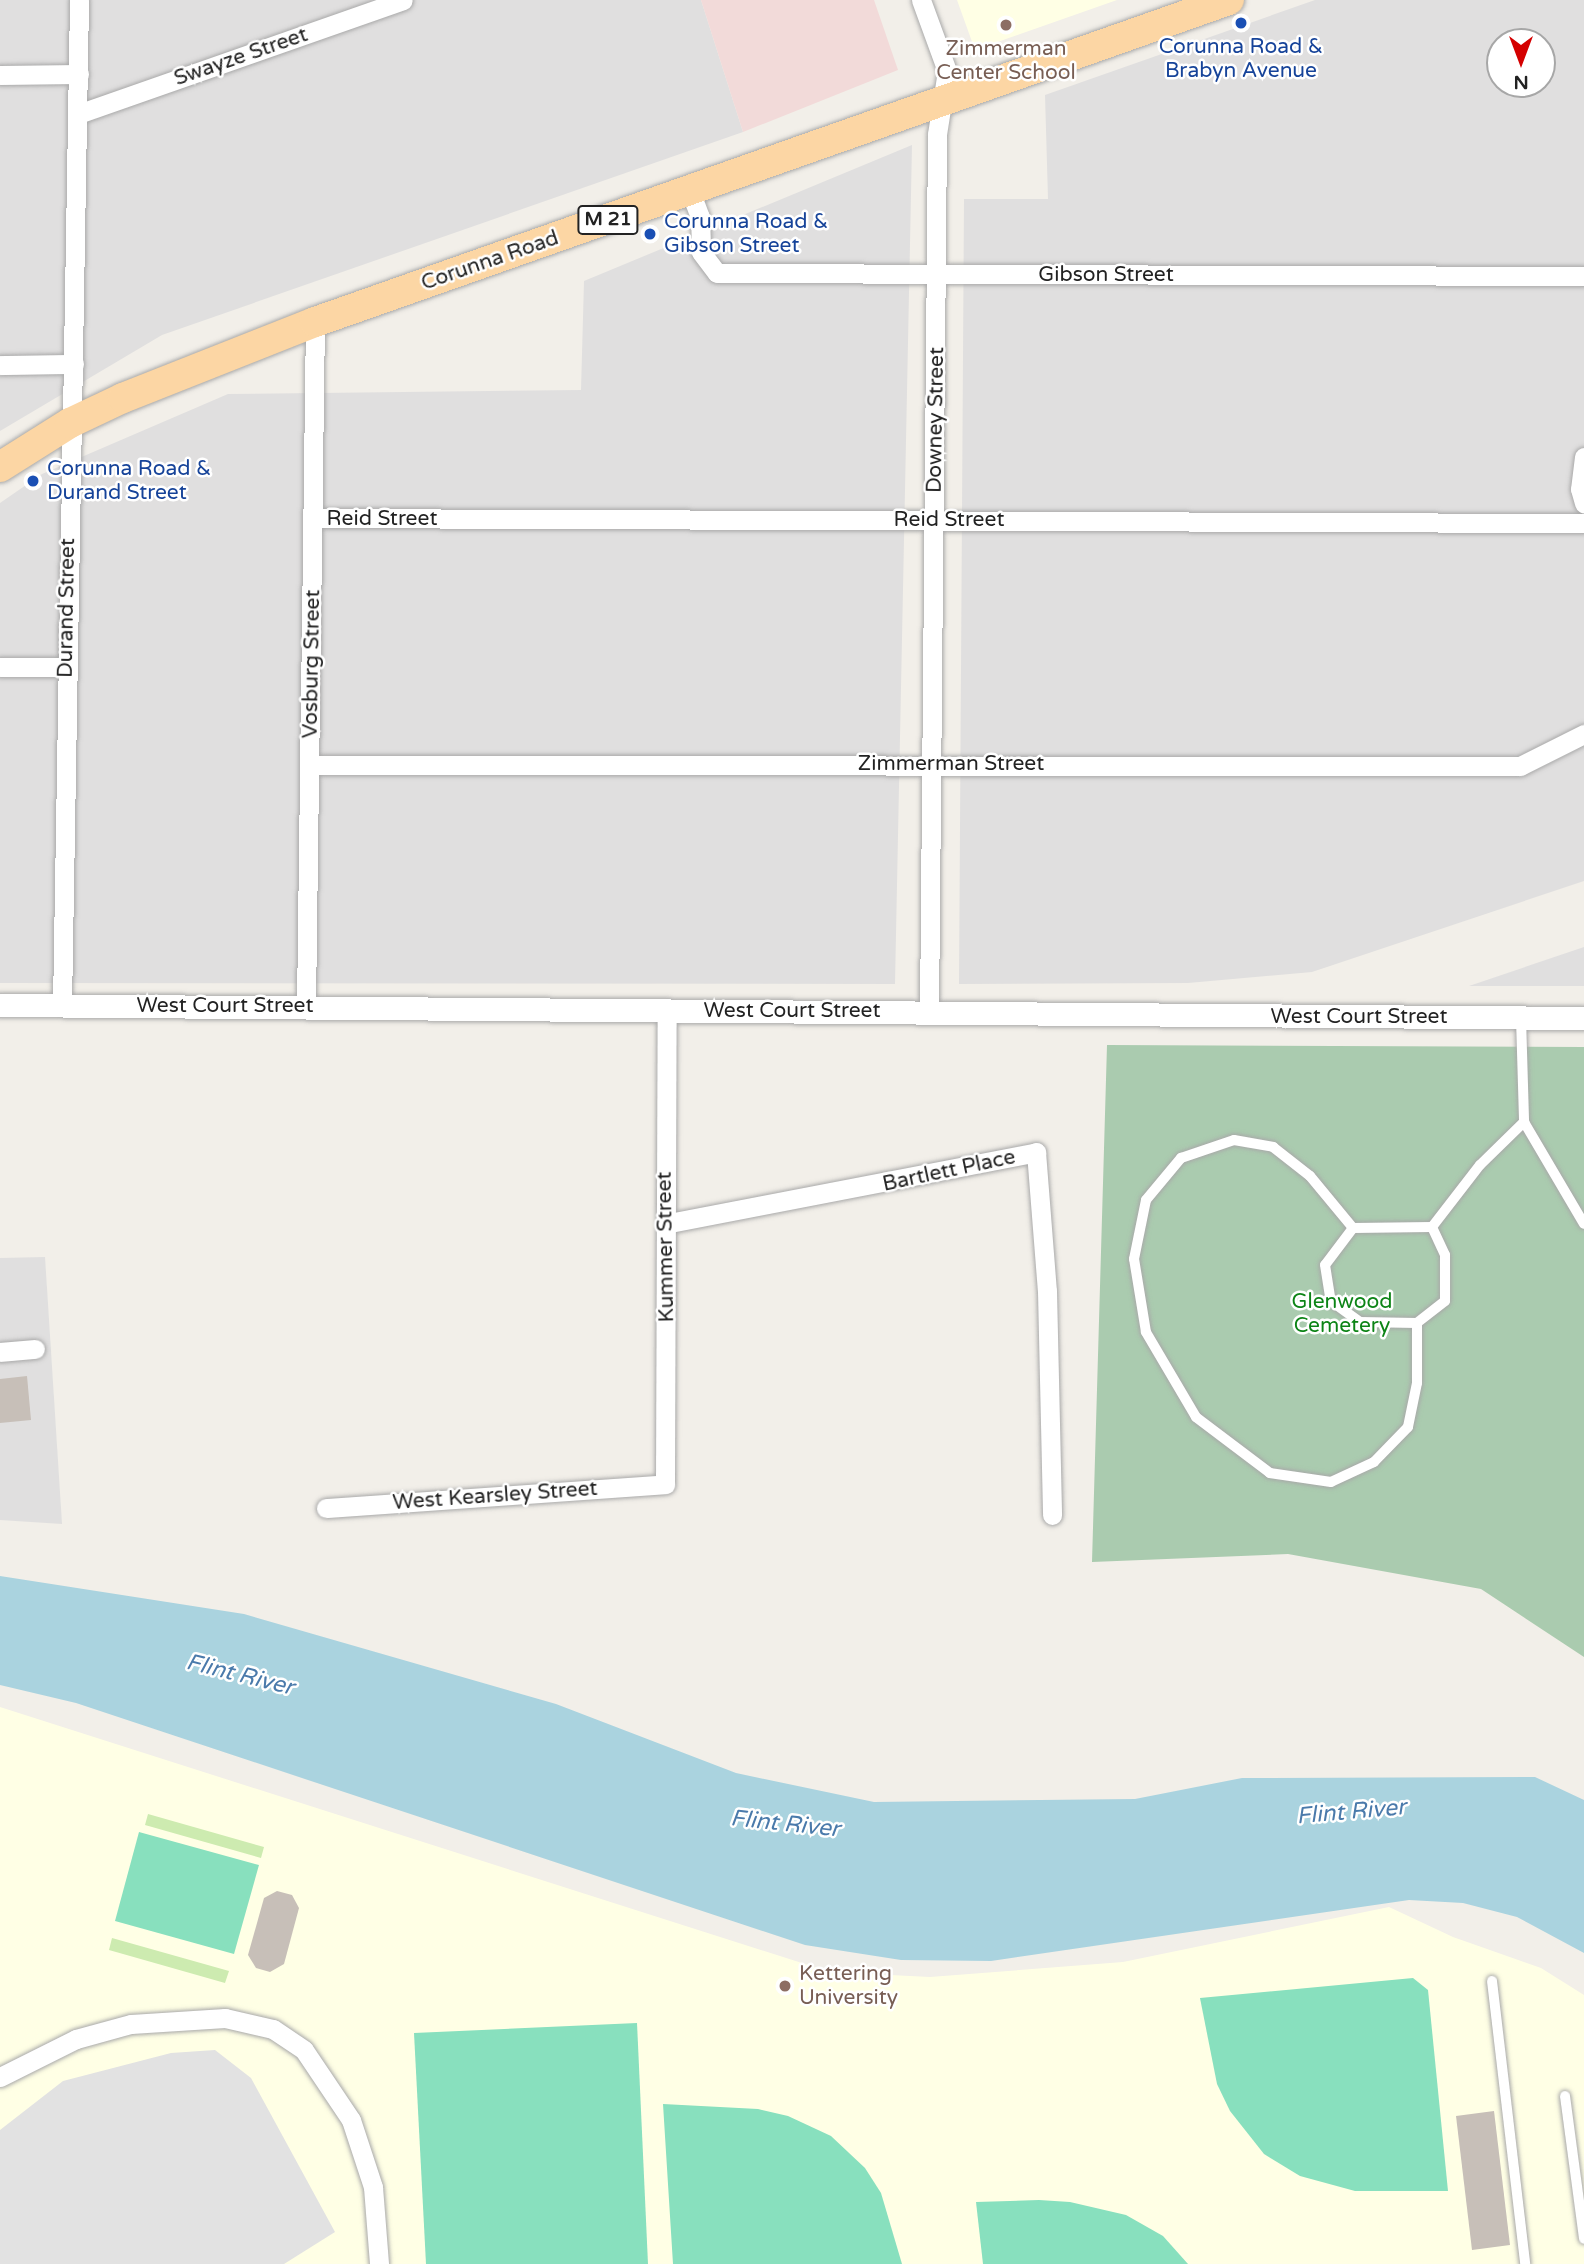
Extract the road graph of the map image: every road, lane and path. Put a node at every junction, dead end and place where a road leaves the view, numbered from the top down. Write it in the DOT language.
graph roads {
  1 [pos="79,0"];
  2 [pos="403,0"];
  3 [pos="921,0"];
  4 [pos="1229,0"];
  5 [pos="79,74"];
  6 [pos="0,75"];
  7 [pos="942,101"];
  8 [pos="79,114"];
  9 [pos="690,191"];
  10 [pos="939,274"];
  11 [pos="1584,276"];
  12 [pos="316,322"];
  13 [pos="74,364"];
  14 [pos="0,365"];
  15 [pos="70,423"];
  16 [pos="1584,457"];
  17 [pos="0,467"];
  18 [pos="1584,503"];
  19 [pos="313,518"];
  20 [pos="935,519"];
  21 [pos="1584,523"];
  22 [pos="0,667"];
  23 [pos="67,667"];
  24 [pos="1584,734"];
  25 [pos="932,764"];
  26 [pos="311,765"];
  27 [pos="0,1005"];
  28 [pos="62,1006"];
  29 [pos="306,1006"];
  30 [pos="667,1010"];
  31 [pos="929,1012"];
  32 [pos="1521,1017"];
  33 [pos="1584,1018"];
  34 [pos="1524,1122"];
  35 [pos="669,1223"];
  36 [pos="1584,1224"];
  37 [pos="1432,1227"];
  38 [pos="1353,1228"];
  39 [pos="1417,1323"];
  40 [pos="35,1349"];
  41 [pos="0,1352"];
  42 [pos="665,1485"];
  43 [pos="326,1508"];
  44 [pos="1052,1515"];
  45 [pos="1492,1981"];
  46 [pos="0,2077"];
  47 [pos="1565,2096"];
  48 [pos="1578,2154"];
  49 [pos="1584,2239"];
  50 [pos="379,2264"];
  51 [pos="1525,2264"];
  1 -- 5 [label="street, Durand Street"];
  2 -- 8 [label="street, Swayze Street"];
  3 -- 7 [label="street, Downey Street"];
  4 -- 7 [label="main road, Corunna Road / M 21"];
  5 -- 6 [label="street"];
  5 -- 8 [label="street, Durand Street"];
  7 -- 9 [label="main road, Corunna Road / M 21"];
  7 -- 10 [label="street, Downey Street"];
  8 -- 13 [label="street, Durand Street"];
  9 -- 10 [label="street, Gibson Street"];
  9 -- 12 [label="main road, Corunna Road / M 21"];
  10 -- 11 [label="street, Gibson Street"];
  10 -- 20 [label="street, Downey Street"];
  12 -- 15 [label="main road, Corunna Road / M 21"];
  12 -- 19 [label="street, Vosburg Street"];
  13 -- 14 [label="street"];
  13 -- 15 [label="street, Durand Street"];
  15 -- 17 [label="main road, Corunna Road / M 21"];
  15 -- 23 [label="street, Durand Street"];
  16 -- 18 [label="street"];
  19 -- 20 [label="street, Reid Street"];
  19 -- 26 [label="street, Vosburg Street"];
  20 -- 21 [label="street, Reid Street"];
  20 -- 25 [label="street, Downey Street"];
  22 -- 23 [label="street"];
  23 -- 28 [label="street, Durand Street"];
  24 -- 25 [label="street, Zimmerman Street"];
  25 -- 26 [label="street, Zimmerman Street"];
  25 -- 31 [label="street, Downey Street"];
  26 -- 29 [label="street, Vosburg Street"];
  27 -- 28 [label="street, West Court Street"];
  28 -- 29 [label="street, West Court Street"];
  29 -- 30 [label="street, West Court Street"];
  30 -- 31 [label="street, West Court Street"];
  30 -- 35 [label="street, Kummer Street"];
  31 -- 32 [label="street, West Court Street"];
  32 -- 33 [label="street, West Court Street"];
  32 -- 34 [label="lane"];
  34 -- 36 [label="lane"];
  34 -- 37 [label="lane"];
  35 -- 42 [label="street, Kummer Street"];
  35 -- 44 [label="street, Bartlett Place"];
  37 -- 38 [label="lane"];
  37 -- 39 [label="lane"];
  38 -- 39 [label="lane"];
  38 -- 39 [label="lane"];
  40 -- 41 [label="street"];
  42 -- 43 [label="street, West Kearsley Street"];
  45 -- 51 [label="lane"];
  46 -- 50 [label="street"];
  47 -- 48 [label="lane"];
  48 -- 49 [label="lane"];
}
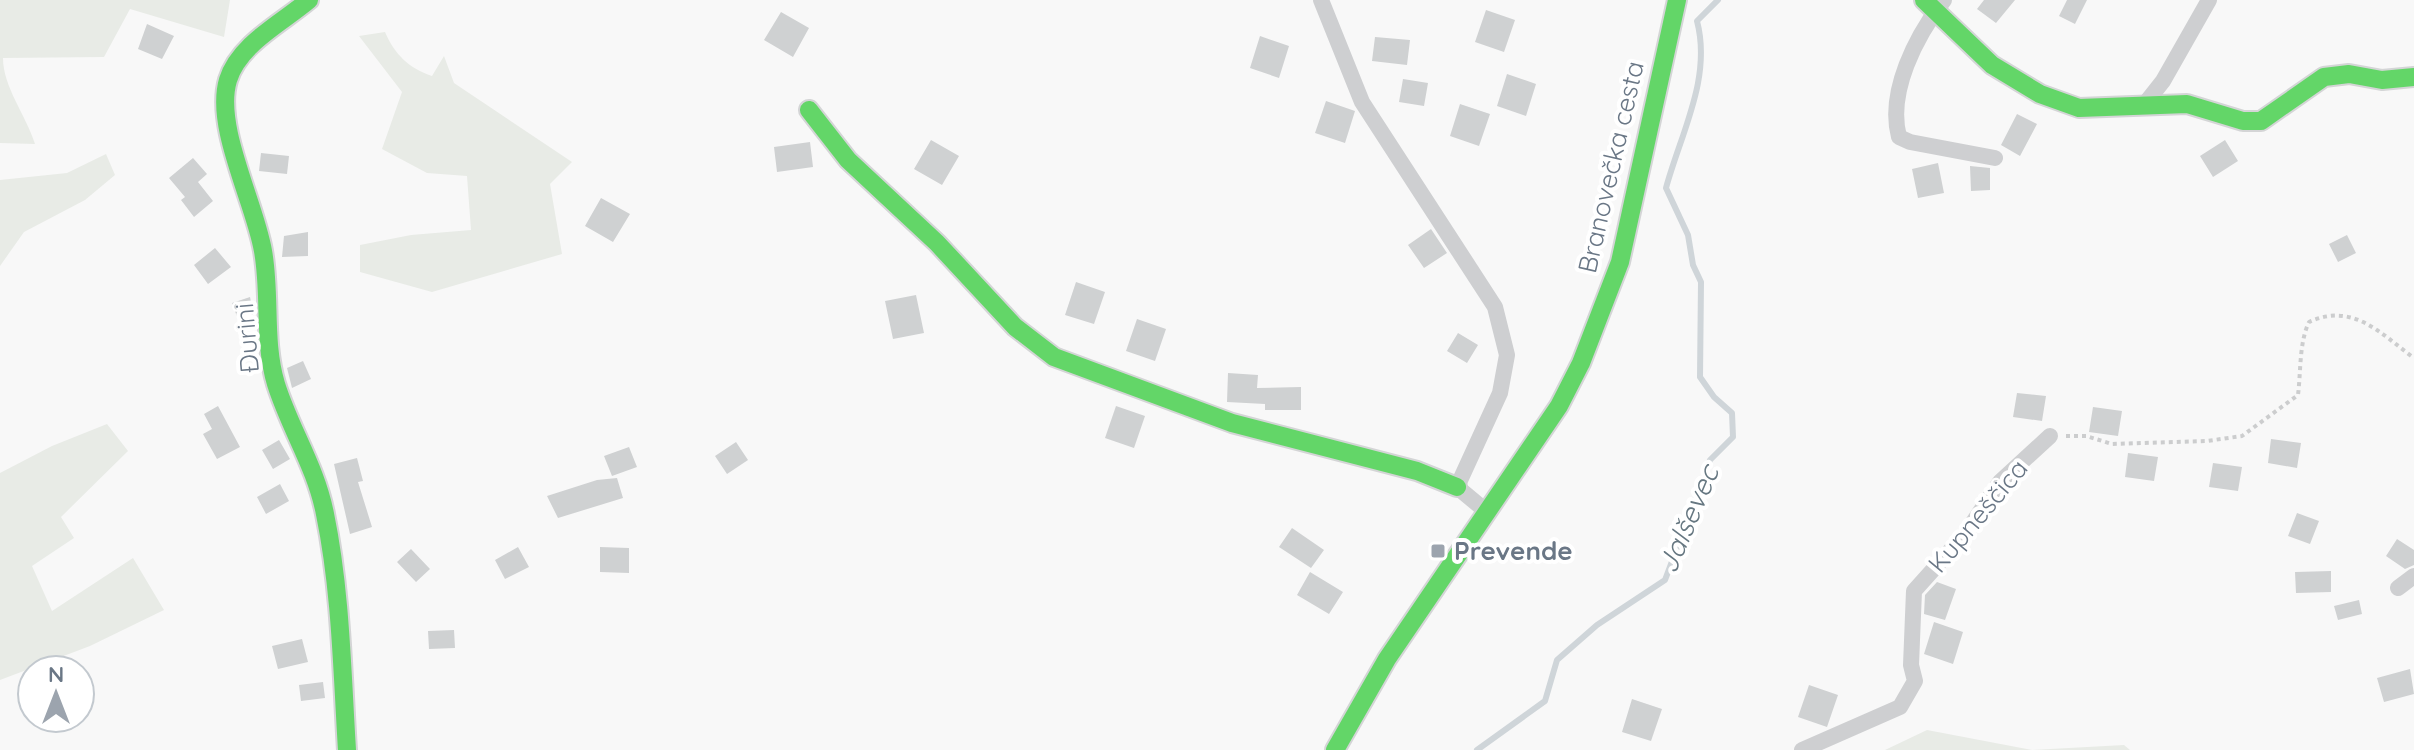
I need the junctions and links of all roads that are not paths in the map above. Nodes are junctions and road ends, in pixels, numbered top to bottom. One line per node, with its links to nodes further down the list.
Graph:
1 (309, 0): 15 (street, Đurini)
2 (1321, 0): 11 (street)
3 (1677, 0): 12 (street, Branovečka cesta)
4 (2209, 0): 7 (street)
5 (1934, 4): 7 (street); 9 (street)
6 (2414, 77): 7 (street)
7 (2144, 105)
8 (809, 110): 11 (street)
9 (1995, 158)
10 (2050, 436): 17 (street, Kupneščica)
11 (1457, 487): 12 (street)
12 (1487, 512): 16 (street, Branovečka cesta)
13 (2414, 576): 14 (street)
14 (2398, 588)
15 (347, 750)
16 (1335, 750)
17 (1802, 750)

☆ ☆ ☆

- _Work order_
Copy the listing above exactly, minus the pictures.

- _Solution for this task_
Extract the road graph of the map image: every road, lane and path. Put a node at every junction, dead end and place where a road leaves the view, numbered from the top down. Write it in the DOT language.
graph roads {
  1 [pos="79,0"];
  2 [pos="403,0"];
  3 [pos="921,0"];
  4 [pos="1229,0"];
  5 [pos="79,74"];
  6 [pos="0,75"];
  7 [pos="942,101"];
  8 [pos="79,114"];
  9 [pos="690,191"];
  10 [pos="939,274"];
  11 [pos="1584,276"];
  12 [pos="316,322"];
  13 [pos="74,364"];
  14 [pos="0,365"];
  15 [pos="70,423"];
  16 [pos="1584,457"];
  17 [pos="0,467"];
  18 [pos="1584,503"];
  19 [pos="313,518"];
  20 [pos="935,519"];
  21 [pos="1584,523"];
  22 [pos="0,667"];
  23 [pos="67,667"];
  24 [pos="1584,734"];
  25 [pos="932,764"];
  26 [pos="311,765"];
  27 [pos="0,1005"];
  28 [pos="62,1006"];
  29 [pos="306,1006"];
  30 [pos="667,1010"];
  31 [pos="929,1012"];
  32 [pos="1521,1017"];
  33 [pos="1584,1018"];
  34 [pos="1524,1122"];
  35 [pos="669,1223"];
  36 [pos="1584,1224"];
  37 [pos="1432,1227"];
  38 [pos="1353,1228"];
  39 [pos="1417,1323"];
  40 [pos="35,1349"];
  41 [pos="0,1352"];
  42 [pos="665,1485"];
  43 [pos="326,1508"];
  44 [pos="1052,1515"];
  45 [pos="1492,1981"];
  46 [pos="0,2077"];
  47 [pos="1565,2096"];
  48 [pos="1578,2154"];
  49 [pos="1584,2239"];
  50 [pos="379,2264"];
  51 [pos="1525,2264"];
  1 -- 5 [label="street, Durand Street"];
  2 -- 8 [label="street, Swayze Street"];
  3 -- 7 [label="street, Downey Street"];
  4 -- 7 [label="main road, Corunna Road / M 21"];
  5 -- 6 [label="street"];
  5 -- 8 [label="street, Durand Street"];
  7 -- 9 [label="main road, Corunna Road / M 21"];
  7 -- 10 [label="street, Downey Street"];
  8 -- 13 [label="street, Durand Street"];
  9 -- 10 [label="street, Gibson Street"];
  9 -- 12 [label="main road, Corunna Road / M 21"];
  10 -- 11 [label="street, Gibson Street"];
  10 -- 20 [label="street, Downey Street"];
  12 -- 15 [label="main road, Corunna Road / M 21"];
  12 -- 19 [label="street, Vosburg Street"];
  13 -- 14 [label="street"];
  13 -- 15 [label="street, Durand Street"];
  15 -- 17 [label="main road, Corunna Road / M 21"];
  15 -- 23 [label="street, Durand Street"];
  16 -- 18 [label="street"];
  19 -- 20 [label="street, Reid Street"];
  19 -- 26 [label="street, Vosburg Street"];
  20 -- 21 [label="street, Reid Street"];
  20 -- 25 [label="street, Downey Street"];
  22 -- 23 [label="street"];
  23 -- 28 [label="street, Durand Street"];
  24 -- 25 [label="street, Zimmerman Street"];
  25 -- 26 [label="street, Zimmerman Street"];
  25 -- 31 [label="street, Downey Street"];
  26 -- 29 [label="street, Vosburg Street"];
  27 -- 28 [label="street, West Court Street"];
  28 -- 29 [label="street, West Court Street"];
  29 -- 30 [label="street, West Court Street"];
  30 -- 31 [label="street, West Court Street"];
  30 -- 35 [label="street, Kummer Street"];
  31 -- 32 [label="street, West Court Street"];
  32 -- 33 [label="street, West Court Street"];
  32 -- 34 [label="lane"];
  34 -- 36 [label="lane"];
  34 -- 37 [label="lane"];
  35 -- 42 [label="street, Kummer Street"];
  35 -- 44 [label="street, Bartlett Place"];
  37 -- 38 [label="lane"];
  37 -- 39 [label="lane"];
  38 -- 39 [label="lane"];
  38 -- 39 [label="lane"];
  40 -- 41 [label="street"];
  42 -- 43 [label="street, West Kearsley Street"];
  45 -- 51 [label="lane"];
  46 -- 50 [label="street"];
  47 -- 48 [label="lane"];
  48 -- 49 [label="lane"];
}
I need the junctions and links of all roads that are not paths in the map above. Nodes are junctions and road ends, in pixels, numbered top to bottom. One line per node, with its links to nodes further down the list.
Graph:
1 (309, 0): 15 (street, Đurini)
2 (1321, 0): 11 (street)
3 (1677, 0): 12 (street, Branovečka cesta)
4 (2209, 0): 7 (street)
5 (1934, 4): 7 (street); 9 (street)
6 (2414, 77): 7 (street)
7 (2144, 105)
8 (809, 110): 11 (street)
9 (1995, 158)
10 (2050, 436): 17 (street, Kupneščica)
11 (1457, 487): 12 (street)
12 (1487, 512): 16 (street, Branovečka cesta)
13 (2414, 576): 14 (street)
14 (2398, 588)
15 (347, 750)
16 (1335, 750)
17 (1802, 750)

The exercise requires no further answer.